*** Opening DATA IN THIS EXERCISE ***
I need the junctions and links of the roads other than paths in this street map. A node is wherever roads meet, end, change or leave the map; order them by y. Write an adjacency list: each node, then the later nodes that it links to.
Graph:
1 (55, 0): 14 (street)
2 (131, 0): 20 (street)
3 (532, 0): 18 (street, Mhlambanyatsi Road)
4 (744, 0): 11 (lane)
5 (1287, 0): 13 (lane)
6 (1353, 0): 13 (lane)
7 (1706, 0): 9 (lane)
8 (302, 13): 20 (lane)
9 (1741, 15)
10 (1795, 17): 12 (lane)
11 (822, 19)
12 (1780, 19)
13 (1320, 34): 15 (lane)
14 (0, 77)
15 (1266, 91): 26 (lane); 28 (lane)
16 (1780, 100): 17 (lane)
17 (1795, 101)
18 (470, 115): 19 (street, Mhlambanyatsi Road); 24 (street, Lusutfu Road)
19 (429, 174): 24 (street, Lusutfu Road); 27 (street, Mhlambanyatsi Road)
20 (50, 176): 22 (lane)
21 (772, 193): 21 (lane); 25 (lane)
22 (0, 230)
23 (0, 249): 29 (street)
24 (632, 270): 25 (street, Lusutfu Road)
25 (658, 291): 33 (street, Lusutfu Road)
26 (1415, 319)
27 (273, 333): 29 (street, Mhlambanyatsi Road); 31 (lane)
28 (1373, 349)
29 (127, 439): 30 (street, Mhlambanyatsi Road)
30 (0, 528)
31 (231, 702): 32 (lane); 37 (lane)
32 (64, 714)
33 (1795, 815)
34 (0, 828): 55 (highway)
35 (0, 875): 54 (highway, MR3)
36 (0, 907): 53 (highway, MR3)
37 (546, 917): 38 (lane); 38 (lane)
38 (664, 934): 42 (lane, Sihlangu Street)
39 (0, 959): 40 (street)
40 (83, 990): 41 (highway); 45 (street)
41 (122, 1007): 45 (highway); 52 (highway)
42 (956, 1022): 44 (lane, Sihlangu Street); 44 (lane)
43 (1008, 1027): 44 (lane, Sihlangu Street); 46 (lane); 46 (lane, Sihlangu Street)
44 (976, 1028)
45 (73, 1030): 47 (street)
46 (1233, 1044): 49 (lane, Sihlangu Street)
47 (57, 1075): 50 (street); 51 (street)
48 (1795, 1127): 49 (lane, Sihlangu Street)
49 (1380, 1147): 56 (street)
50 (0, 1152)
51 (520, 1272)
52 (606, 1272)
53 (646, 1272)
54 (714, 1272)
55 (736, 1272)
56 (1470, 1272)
*** Closing DATA IN THIS EXERCISE ***
(DIRECTIONS FOR THIS TASK) Working through the data above, find every line holding "Sihlangu" and copy it.

(RESPONSE)
38 (664, 934): 42 (lane, Sihlangu Street)
42 (956, 1022): 44 (lane, Sihlangu Street); 44 (lane)
43 (1008, 1027): 44 (lane, Sihlangu Street); 46 (lane); 46 (lane, Sihlangu Street)
46 (1233, 1044): 49 (lane, Sihlangu Street)
48 (1795, 1127): 49 (lane, Sihlangu Street)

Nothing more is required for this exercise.